I wrote this to retrieve FASTA sequences of a list of protein accession numbers (acc_list.txt), each on a new line, and write them to a txt file (prot_list).
x=0
with open("acc_list.txt","r") as input:
    number = sum(1 for items in input) ###
with open("acc_list.txt","r") as input:
    with open ("prot_list.txt","w") as output:
        for acc in input:
            handle = Entrez.efetch(db="protein",id=acc,rettype="fasta")
            x+=1
            print("Dealing with", str(acc.strip()), str(x), "out of", str(number), sep=" ")

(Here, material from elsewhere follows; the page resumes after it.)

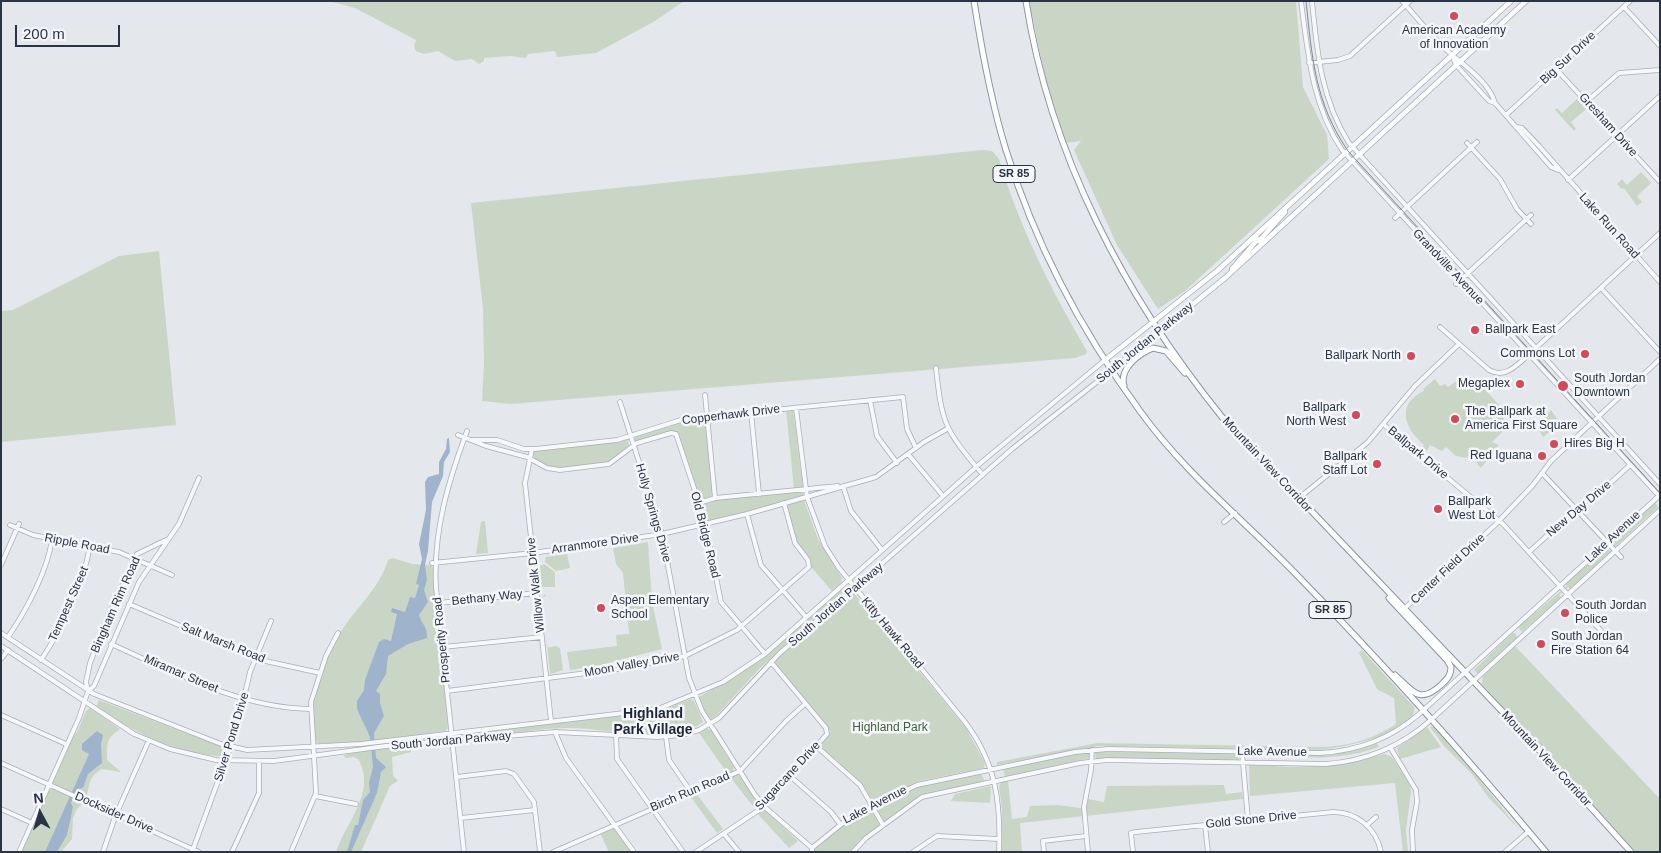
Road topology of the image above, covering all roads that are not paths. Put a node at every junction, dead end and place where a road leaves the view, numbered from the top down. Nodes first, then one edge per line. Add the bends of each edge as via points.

            output.write(handle.read())
It is a big list so the penultimate line gives me an idea of the progress.
As you can see, number = sum(1 for items in input) gives the total number of lines, but I have to open and close the file separate, because if I put that under the latter with statement, i.e.
x=0
with open("acc_list.txt","r") as input:
    with open ("prot_list.txt","w") as output:
        for acc in input:
            number = sum(1 for items in input) ###
            handle = Entrez.efetch(db="protein",id=acc,rettype="fasta")
            x+=1
            print("Dealing with", str(acc.strip()), str(x), "out of", str(number), sep=" ")
            output.write(handle.read())
it stops after counting items and gives no other outputs.
I'm guessing this is because number = sum(1 for items in input) iterates through the file and ends the iteration too.
I am curious as to whether there is a more efficient way to obtain the number of lines in a file? I can imagine that if I work with an even bigger list, there may be problems with my approach. I've seen older answers and they all involve iterating through the file first.